Mer 08 Dicembre 2021 — 14:17

Borsa Milano oggi in profondo rosso con banche e Stellantis



Attesa per la Fed e timori di ripercussioni sui mercati per la crisi del colosso immobiliare cinese Evergrande. A Piazza Affari inoltre alcune società staccano il dividendo

borsa milano oggi

Avvio di settimana all’insegna di massicce vendite a Piazza Affari, che cede bruscamente terreno assieme agli altri listini internazionali in scia a una combinazione di fattori. A pesare è innanzitutto l’attesa per il meeting della Fed, che mercoledì prossimo dovrebbe confermare le aspettative di un avvio del tapering entro l’anno; a ciò si aggiungono i rinnovati timori per l’impatto del Covid, ma anche le preoccupazioni per la crisi del colosso immobiliare cinese Evergrande, che rischia di portare con sé ripercussioni sui mercati globali. Sulla Borsa italiana inoltre alcune società staccano il dividendo. Nessuno scossone per lo spread, che tuttavia si amplia di qualche punto. Sulla Borsa di Milano oggi il Ftse Mib segna in chiusura -2,57% a 25.048 punti, in linea con il resto d’Europa e l’andamento in forte calo di Wall Street.

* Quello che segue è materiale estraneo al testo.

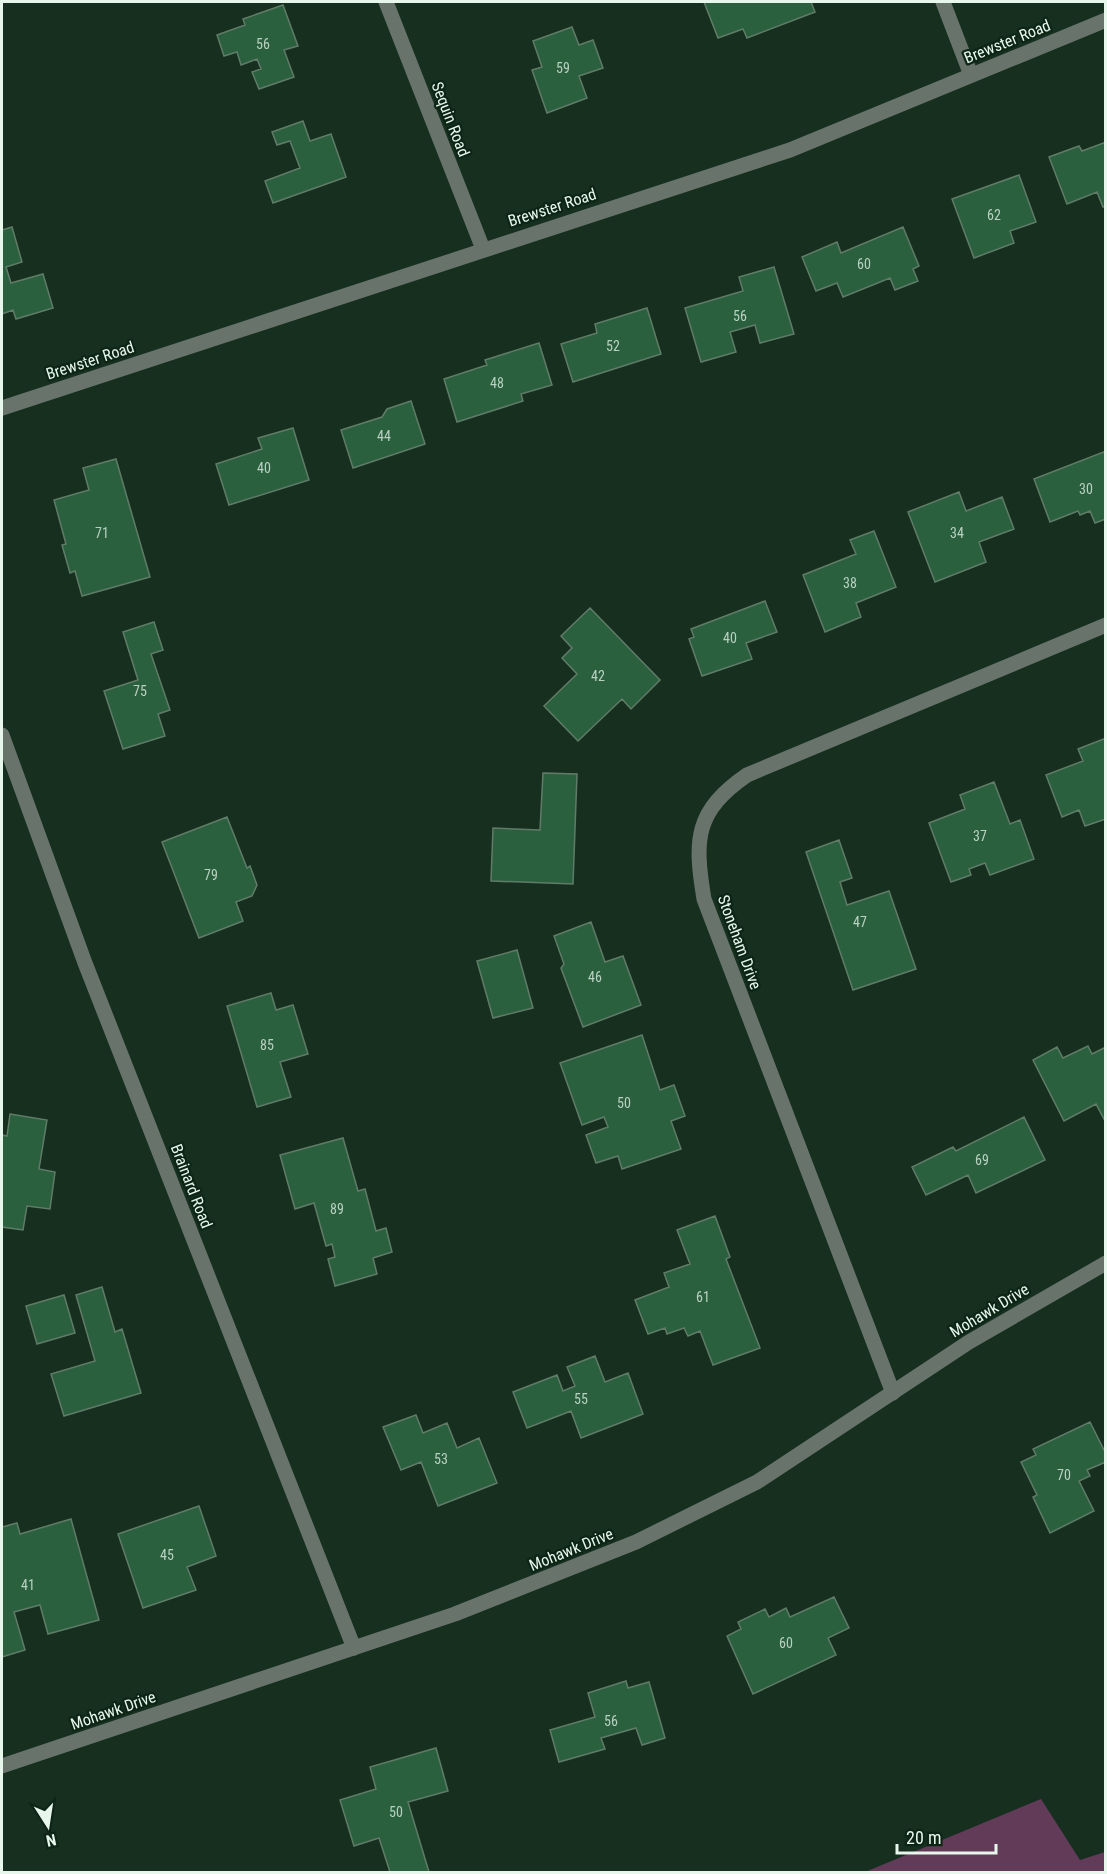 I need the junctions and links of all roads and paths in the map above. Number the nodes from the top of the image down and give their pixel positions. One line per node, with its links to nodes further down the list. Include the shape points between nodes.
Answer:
1 (386, 2): 5 (street, Sequin Road)
2 (943, 2): 4 (street)
3 (1106, 20): 4 (street, Brewster Road)
4 (971, 75): 5 (street, Brewster Road, via 790,150)
5 (483, 249): 6 (street, Brewster Road)
6 (2, 408)
7 (1106, 625): 10 (street, Stoneham Drive, via 747,775 712,806 701,828 699,858 704,899)
8 (2, 735): 11 (street, Brainard Road, via 85,963)
9 (1106, 1263): 10 (street, Mohawk Drive, via 969,1342)
10 (893, 1394): 11 (street, Mohawk Drive, via 757,1482 636,1542 455,1614)
11 (354, 1648): 12 (street, Mohawk Drive)
12 (2, 1766) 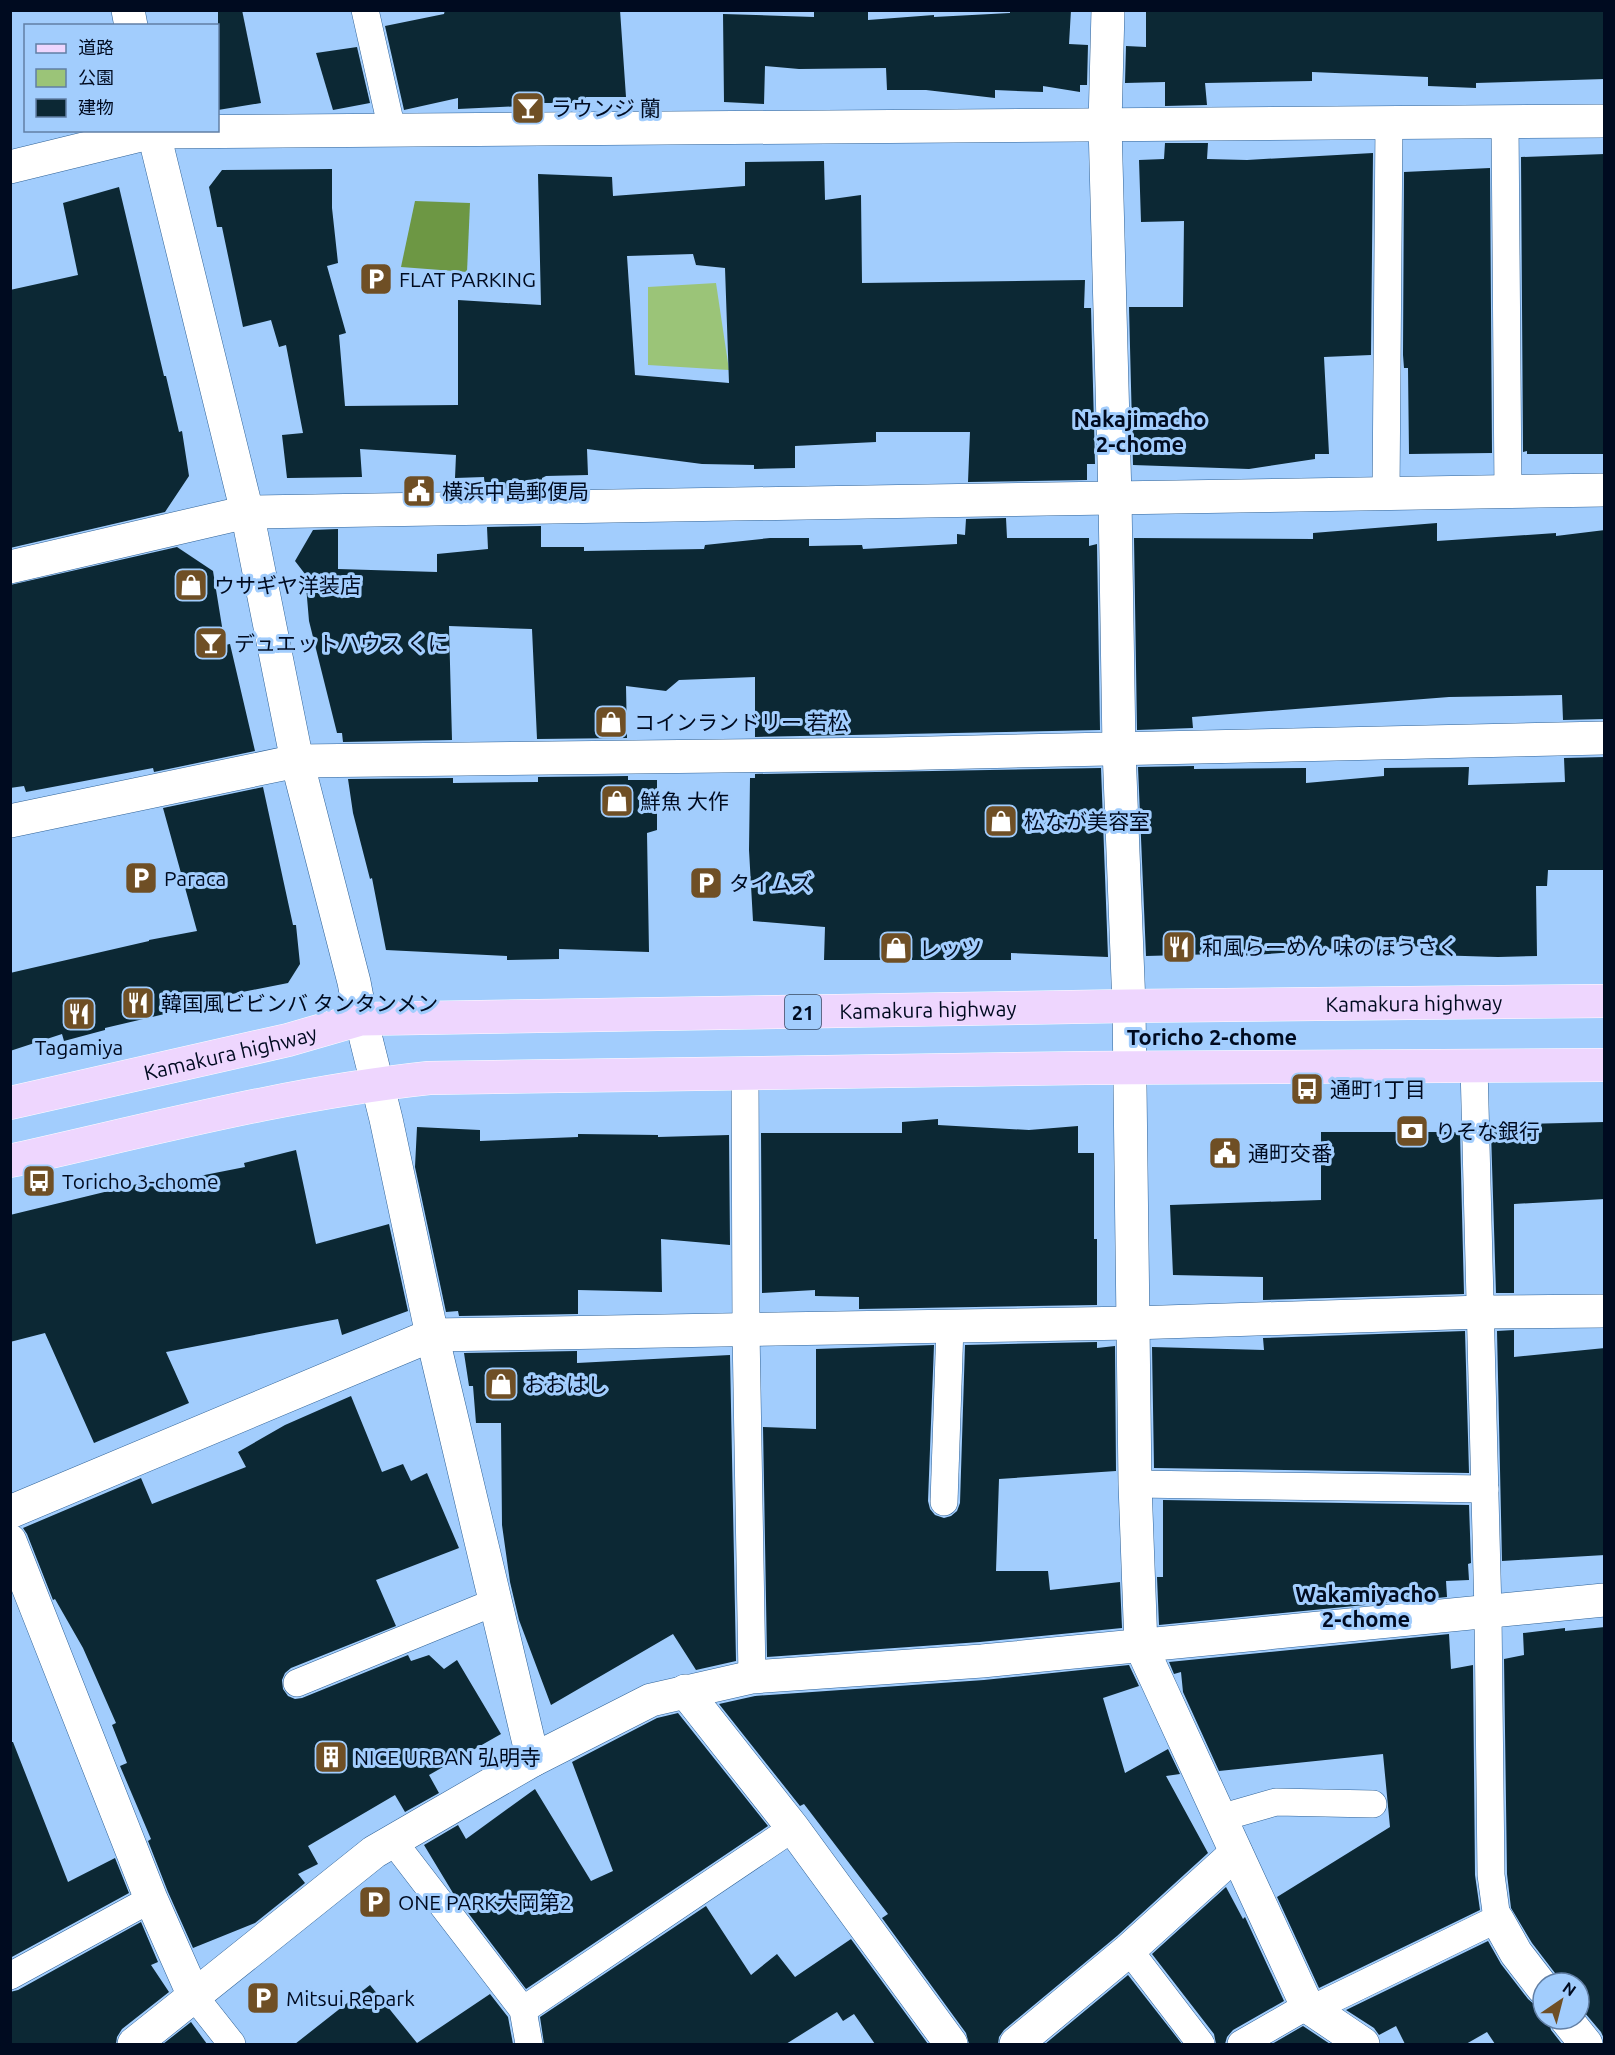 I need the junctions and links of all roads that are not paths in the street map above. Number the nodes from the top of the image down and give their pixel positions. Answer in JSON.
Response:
{"nodes":[{"id":1,"x":365,"y":10,"type":"edge"},
{"id":2,"x":1108,"y":10,"type":"edge"},
{"id":3,"x":1605,"y":121,"type":"edge"},
{"id":4,"x":1389,"y":122,"type":"junction"},
{"id":5,"x":1505,"y":122,"type":"junction"},
{"id":6,"x":1105,"y":124,"type":"junction"},
{"id":7,"x":392,"y":130,"type":"junction"},
{"id":8,"x":219,"y":131,"type":"edge"},
{"id":9,"x":149,"y":132,"type":"edge"},
{"id":10,"x":153,"y":132,"type":"edge"},
{"id":11,"x":10,"y":167,"type":"edge"},
{"id":12,"x":1605,"y":490,"type":"edge"},
{"id":13,"x":1508,"y":492,"type":"junction"},
{"id":14,"x":1386,"y":494,"type":"junction"},
{"id":15,"x":1115,"y":498,"type":"junction"},
{"id":16,"x":247,"y":512,"type":"junction"},
{"id":17,"x":10,"y":567,"type":"edge"},
{"id":18,"x":1605,"y":738,"type":"edge"},
{"id":19,"x":1119,"y":749,"type":"junction"},
{"id":20,"x":297,"y":761,"type":"junction"},
{"id":21,"x":10,"y":820,"type":"edge"},
{"id":22,"x":1605,"y":1001,"type":"edge"},
{"id":23,"x":1129,"y":1006,"type":"junction"},
{"id":24,"x":361,"y":1019,"type":"junction"},
{"id":25,"x":1605,"y":1065,"type":"edge"},
{"id":26,"x":1474,"y":1066,"type":"junction"},
{"id":27,"x":1128,"y":1068,"type":"junction"},
{"id":28,"x":745,"y":1072,"type":"junction"},
{"id":29,"x":376,"y":1083,"type":"junction"},
{"id":30,"x":10,"y":1103,"type":"edge"},
{"id":31,"x":10,"y":1161,"type":"edge"},
{"id":32,"x":1605,"y":1311,"type":"edge"},
{"id":33,"x":1482,"y":1312,"type":"junction"},
{"id":34,"x":1132,"y":1323,"type":"junction"},
{"id":35,"x":950,"y":1326,"type":"junction"},
{"id":36,"x":746,"y":1330,"type":"junction"},
{"id":37,"x":432,"y":1335,"type":"junction"},
{"id":38,"x":1135,"y":1484,"type":"junction"},
{"id":39,"x":1485,"y":1489,"type":"junction"},
{"id":40,"x":944,"y":1502,"type":"dead end"},
{"id":41,"x":10,"y":1512,"type":"edge"},
{"id":42,"x":10,"y":1541,"type":"edge"},
{"id":43,"x":1605,"y":1600,"type":"edge"},
{"id":44,"x":495,"y":1602,"type":"junction"},
{"id":45,"x":1488,"y":1613,"type":"junction"},
{"id":46,"x":1141,"y":1646,"type":"junction"},
{"id":47,"x":753,"y":1677,"type":"junction"},
{"id":48,"x":297,"y":1683,"type":"dead end"},
{"id":49,"x":685,"y":1691,"type":"junction"},
{"id":50,"x":533,"y":1760,"type":"junction"},
{"id":51,"x":1373,"y":1804,"type":"dead end"},
{"id":52,"x":1220,"y":1818,"type":"junction"},
{"id":53,"x":793,"y":1827,"type":"junction"},
{"id":54,"x":393,"y":1841,"type":"junction"},
{"id":55,"x":1236,"y":1853,"type":"junction"},
{"id":56,"x":152,"y":1899,"type":"junction"},
{"id":57,"x":1497,"y":1919,"type":"junction"},
{"id":58,"x":1129,"y":1950,"type":"junction"},
{"id":59,"x":1531,"y":1972,"type":"edge"},
{"id":60,"x":10,"y":1976,"type":"edge"},
{"id":61,"x":194,"y":1996,"type":"junction"},
{"id":62,"x":1309,"y":2007,"type":"junction"},
{"id":63,"x":523,"y":2010,"type":"junction"},
{"id":64,"x":1576,"y":2031,"type":"edge"},
{"id":65,"x":134,"y":2044,"type":"edge"},
{"id":66,"x":232,"y":2044,"type":"edge"},
{"id":67,"x":529,"y":2044,"type":"edge"},
{"id":68,"x":951,"y":2044,"type":"edge"},
{"id":69,"x":1016,"y":2044,"type":"edge"},
{"id":70,"x":1201,"y":2044,"type":"edge"},
{"id":71,"x":1241,"y":2044,"type":"edge"},
{"id":72,"x":1363,"y":2044,"type":"edge"},
{"id":73,"x":1586,"y":2044,"type":"edge"}],
"edges":[{"from":1,"to":7,"type":"lane"},
{"from":2,"to":6,"type":"street"},
{"from":3,"to":5,"type":"street"},
{"from":4,"to":5,"type":"street"},
{"from":4,"to":6,"type":"street"},
{"from":4,"to":14,"type":"lane"},
{"from":5,"to":13,"type":"lane"},
{"from":6,"to":7,"type":"street"},
{"from":6,"to":15,"type":"street"},
{"from":7,"to":8,"type":"street"},
{"from":9,"to":11,"type":"street"},
{"from":10,"to":16,"type":"street"},
{"from":12,"to":13,"type":"street"},
{"from":13,"to":14,"type":"street"},
{"from":14,"to":15,"type":"street"},
{"from":15,"to":16,"type":"street"},
{"from":15,"to":19,"type":"street"},
{"from":16,"to":17,"type":"street"},
{"from":16,"to":20,"type":"street"},
{"from":18,"to":19,"type":"street"},
{"from":19,"to":20,"type":"street"},
{"from":19,"to":23,"type":"street"},
{"from":20,"to":21,"type":"street"},
{"from":20,"to":24,"type":"street"},
{"from":22,"to":23,"type":"main road","name":"Kamakura highway","number":"21"},
{"from":23,"to":24,"type":"main road","name":"Kamakura highway","number":"21"},
{"from":23,"to":27,"type":"street"},
{"from":24,"to":29,"type":"street"},
{"from":24,"to":30,"type":"main road","name":"Kamakura highway","number":"21"},
{"from":25,"to":26,"type":"main road"},
{"from":26,"to":27,"type":"main road"},
{"from":26,"to":33,"type":"lane"},
{"from":27,"to":28,"type":"main road"},
{"from":27,"to":34,"type":"street"},
{"from":28,"to":29,"type":"main road"},
{"from":28,"to":36,"type":"lane"},
{"from":29,"to":31,"type":"main road"},
{"from":29,"to":37,"type":"street"},
{"from":32,"to":33,"type":"street"},
{"from":33,"to":34,"type":"street"},
{"from":33,"to":39,"type":"lane"},
{"from":34,"to":35,"type":"street"},
{"from":34,"to":38,"type":"street"},
{"from":35,"to":36,"type":"street"},
{"from":35,"to":40,"type":"lane"},
{"from":36,"to":37,"type":"street"},
{"from":36,"to":47,"type":"lane"},
{"from":37,"to":41,"type":"street"},
{"from":37,"to":44,"type":"street"},
{"from":38,"to":39,"type":"lane"},
{"from":38,"to":46,"type":"street"},
{"from":39,"to":45,"type":"lane"},
{"from":42,"to":56,"type":"street"},
{"from":43,"to":45,"type":"street"},
{"from":44,"to":48,"type":"lane"},
{"from":44,"to":50,"type":"street"},
{"from":45,"to":46,"type":"street"},
{"from":45,"to":57,"type":"lane"},
{"from":46,"to":47,"type":"street"},
{"from":46,"to":52,"type":"street"},
{"from":47,"to":49,"type":"street"},
{"from":49,"to":50,"type":"street"},
{"from":49,"to":53,"type":"street"},
{"from":50,"to":54,"type":"street"},
{"from":51,"to":52,"type":"lane"},
{"from":52,"to":55,"type":"street"},
{"from":53,"to":63,"type":"lane"},
{"from":53,"to":68,"type":"street"},
{"from":54,"to":61,"type":"street"},
{"from":54,"to":63,"type":"lane"},
{"from":55,"to":58,"type":"street"},
{"from":55,"to":62,"type":"street"},
{"from":56,"to":60,"type":"lane"},
{"from":56,"to":61,"type":"street"},
{"from":57,"to":59,"type":"street"},
{"from":57,"to":62,"type":"lane"},
{"from":58,"to":69,"type":"street"},
{"from":58,"to":70,"type":"lane"},
{"from":61,"to":65,"type":"street"},
{"from":61,"to":66,"type":"lane"},
{"from":62,"to":71,"type":"lane"},
{"from":62,"to":72,"type":"street"},
{"from":63,"to":67,"type":"lane"},
{"from":64,"to":73,"type":"street"}]}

Sull’obbligazionario, lo spread Btp/Bund a 10 anni segna 104 da 100 punti base della chiusura precedente, mentre il rendimento del titolo italiano si attesta a 0,72%.

Sul forex, l’euro consolida a 1,1730 contro il dollaro; il petrolio cede terreno con il Brent a 74 dollari e il Wti a 70 dollari al barile.

Borsa Milano oggi: Ftse Mib in profondo rosso

Sul Ftse Mib sono pochi i titoli che provano a salvarsi dalla pioggia di vendite: fra questi spicca Amplifon in rialzo di circa mezzo punto percentuale.

Cede terreno invece Diasorin (-1,2%) dopo gli iniziali acquisti in scia al lancio dei nuovi test molecolari per Covid e influenza.

Le banche sotto pressione risentono sia dell’avversione al rischio, in linea con il comparto europeo, sia sia sui timori di un rallentamento del processo di fusioni bancarie, che colpiscono soprattutto Banco Bpm, ma anche Bper, Unicredit tutte in calo di circa il 5%.

Stellantis -4,5% in un settore auto sotto pressione dopo la notizia di un’indagine negli Usa su circa 30 milioni di automobili prodotte da vari marchi tutte equipaggiate con airbag del produttore giapponese Takata, potenzialmente difettosi.

Eni -4,8% sconta anche lo stacco di un acconto di 0,43 euro del dividendo 2022 a valere sull’esercizio 2021.

Fra le raccomandazioni di Borsa gli analisti di Goldman Sachs hanno ridotto il target price su Enel (-1,7%) da 12,50 a 11,50 euro, confermando però l’inserimento in Conviction Buy List.

Jp Morgan ha tagliato il prezzo obiettivo su Buzzi Unicem (-3,2%) da 27 a 23 euro confermando il rating neutral.